DESCRIPTION (provided by applicant): The mere presence of the human opportunistic pathogen, Pseudomonas aeruginosa within the intestinal tract of a critically ill surgical patient, is associated an excessive mortality rate (-50%)-a more than 3-fold increase above physiologically-matched patients who culture negative for this pathogen. In this proposal, we provide strong evidence that within the intestinal tract of a surgically stressed host, mediators are released that directly signal the molecular machinery of P. aeruginosa to express a virulent and lethal phenotype. We hypothesize that specific host stress-derived Bacterial Signaling Compounds (BSCs), including opioid agonists (morphine, kappa and delta receptor agonists) and Interferon-gamma (IFN-gamma), are released into the intestinal tract in response to surgical stress. We further hypothesize that these compounds directly bind to specific bacterial membrane receptors on P. aeruginosa that lead to the expression of the quorum sensing-dependent virulence determinant, the PA-I lectin. We have previously demonstrated that expression of PA-I in P. aeruginosa within the intestinal tract of a surgically stressed creates a lethal phenotype in this pathogen, inducing a profound epithelial permeability defect to its potent cytotoxins. Therefore, the Specific Aims of this application are: 1) To define the genes and receptors that are required for P. aeruginosa to express PA-I in response to opioid agonists and IFN-gamma; 2) To test the hypothesis that opioid agonists and IFN-y signal P. aeruginosa to express a more virulent phenotype against the intestinal epithelium through the action of its PA-I lectin; and 3) To isolate, identify, and purify additional host-derived bacterial signaling compounds released into the intestine during stress that signal P. aeruginosa to express the PA-I lectin. A detailed understanding of the molecular dialogue that develops between a surgically stressed host and a classic opportunist like P. aeruginosa will lead to novel therapeutic targets in this highly resistant and lethal pathogen and strategies to interdict in the infectious process at its most proximal point.
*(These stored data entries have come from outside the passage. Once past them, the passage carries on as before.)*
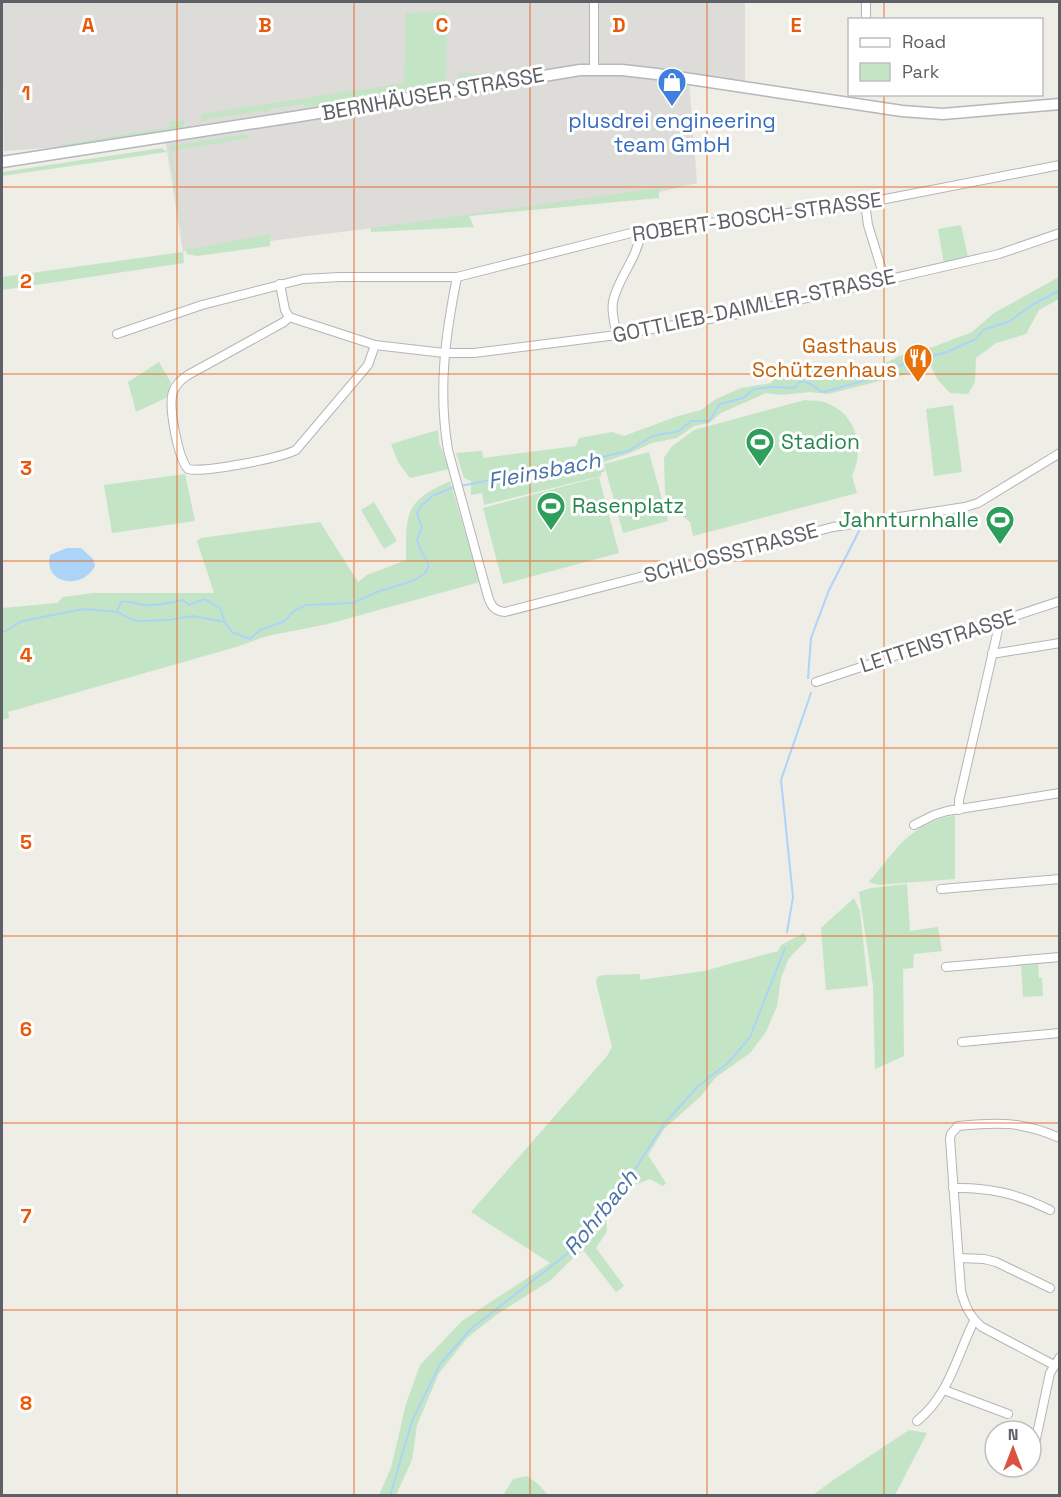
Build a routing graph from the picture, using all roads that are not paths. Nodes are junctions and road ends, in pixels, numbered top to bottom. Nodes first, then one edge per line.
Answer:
1 (594, 2) edge
2 (866, 2) edge
3 (866, 18) edge
4 (594, 69) junction
5 (865, 100) edge
6 (1059, 105) edge
7 (2, 162) edge
8 (1059, 165) edge
9 (865, 203) junction
10 (640, 232) junction
11 (1059, 233) edge
12 (456, 277) junction
13 (885, 280) junction
14 (280, 284) junction
15 (289, 317) junction
16 (117, 333) dead end
17 (617, 335) junction
18 (375, 345) junction
19 (444, 353) junction
20 (1059, 453) edge
21 (1059, 601) edge
22 (1000, 621) junction
23 (1059, 645) edge
24 (992, 654) junction
25 (816, 682) dead end
26 (1059, 793) edge
27 (959, 810) junction
28 (914, 825) dead end
29 (1059, 879) edge
30 (941, 889) dead end
31 (1059, 957) edge
32 (946, 967) dead end
33 (1059, 1033) edge
34 (962, 1042) dead end
35 (1059, 1138) edge
36 (953, 1188) junction
37 (1050, 1210) dead end
38 (959, 1258) junction
39 (1050, 1288) dead end
40 (974, 1321) junction
41 (1059, 1357) edge
42 (1054, 1365) junction
43 (944, 1390) junction
44 (1008, 1414) dead end
45 (1040, 1419) edge
46 (917, 1421) dead end

1 - 4 street
2 - 3 street
4 - 5 street, BERNHÄUSER STRASSE
4 - 7 street, BERNHÄUSER STRASSE
5 - 6 street, BERNHÄUSER STRASSE
8 - 9 street, ROBERT-BOSCH-STRASSE
9 - 10 street, ROBERT-BOSCH-STRASSE
9 - 13 street
10 - 12 street, ROBERT-BOSCH-STRASSE
10 - 17 street
11 - 13 street, GOTTLIEB-DAIMLER-STRASSE
12 - 14 street, ROBERT-BOSCH-STRASSE
12 - 19 street
13 - 17 street, GOTTLIEB-DAIMLER-STRASSE
14 - 15 street
14 - 16 street, ROBERT-BOSCH-STRASSE
15 - 18 street, GOTTLIEB-DAIMLER-STRASSE
15 - 18 street
17 - 19 street, GOTTLIEB-DAIMLER-STRASSE
18 - 19 street, GOTTLIEB-DAIMLER-STRASSE
19 - 20 street, SCHLOSSSTRASSE
21 - 22 street, LETTENSTRASSE
22 - 24 street
22 - 25 street, LETTENSTRASSE
23 - 24 street
24 - 27 street
26 - 27 street
27 - 28 street
29 - 30 street
31 - 32 street
33 - 34 street
35 - 36 street
36 - 37 street
36 - 38 street
38 - 39 street
38 - 40 street
40 - 42 street
40 - 43 street
41 - 42 street
42 - 45 street
43 - 44 street
43 - 46 street

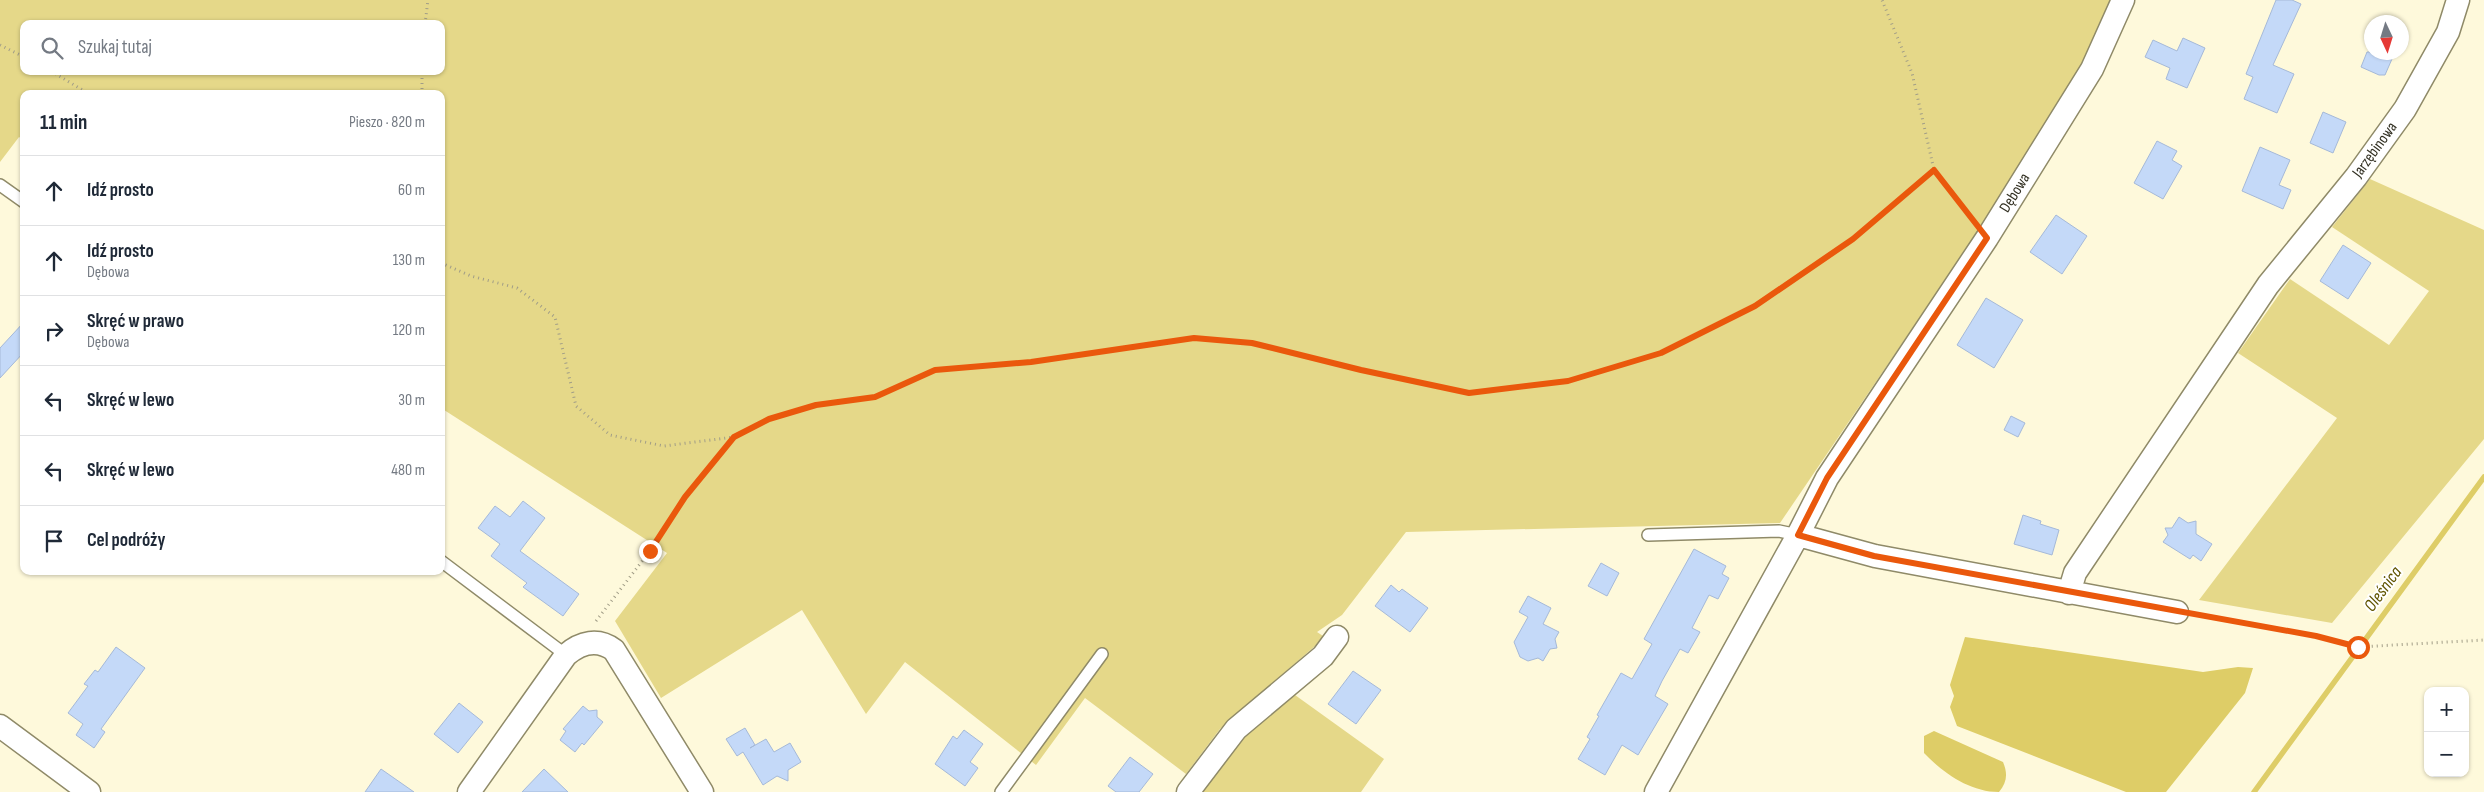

描述（由申请人提供）： 危重手术患者肠道内仅存在人类机会性病原体铜绿假单胞菌，就会导致极高的死亡率（-50%）——比生理匹配且培养阴性的患者死亡率高出 3 倍多。这种病原体。在这项提议中，我们提供了强有力的证据，证明在手术应激宿主的肠道内，介质被释放，直接向铜绿假单胞菌的分子机制发出信号，以表达有毒和致命的表型。我们假设特定宿主应激衍生的细菌信号化合物 (BSC)，包括阿片类激动剂（吗啡、κ 和 δ 受体激动剂）和干扰素-γ (IFN-gamma)，在手术应激反应中被释放到肠道中。我们进一步假设这些化合物直接与铜绿假单胞菌上的特定细菌膜受体结合，从而导致群体感应依赖性毒力决定簇 PA-I 凝集素的表达。我们之前已经证明，在手术应激的肠道内铜绿假单胞菌中 PA-I 的表达会在该病原体中产生致命表型，从而诱导其强效细胞毒素的严重上皮通透性缺陷。因此，本申请的具体目的是： 1)确定铜绿假单胞菌响应阿片类激动剂和IFN-γ表达PA-I所需的基因和受体； 2) 检验阿片类激动剂和 IFN-y 信号铜绿假单胞菌通过其 PA-I 凝集素的作用表达针对肠上皮的更具毒性的表型的假设； 3)分离、鉴定和纯化在应激期间释放到肠道中的额外的源自宿主的细菌信号化合物，其向铜绿假单胞菌发出信号以表达PA-I凝集素。详细了解手术应激宿主与铜绿假单胞菌等经典机会主义者之间发生的分子对话，将导致针对这种高度耐药和致命的病原体找到新的治疗靶点，并制定在其最近点阻断感染过程的策略。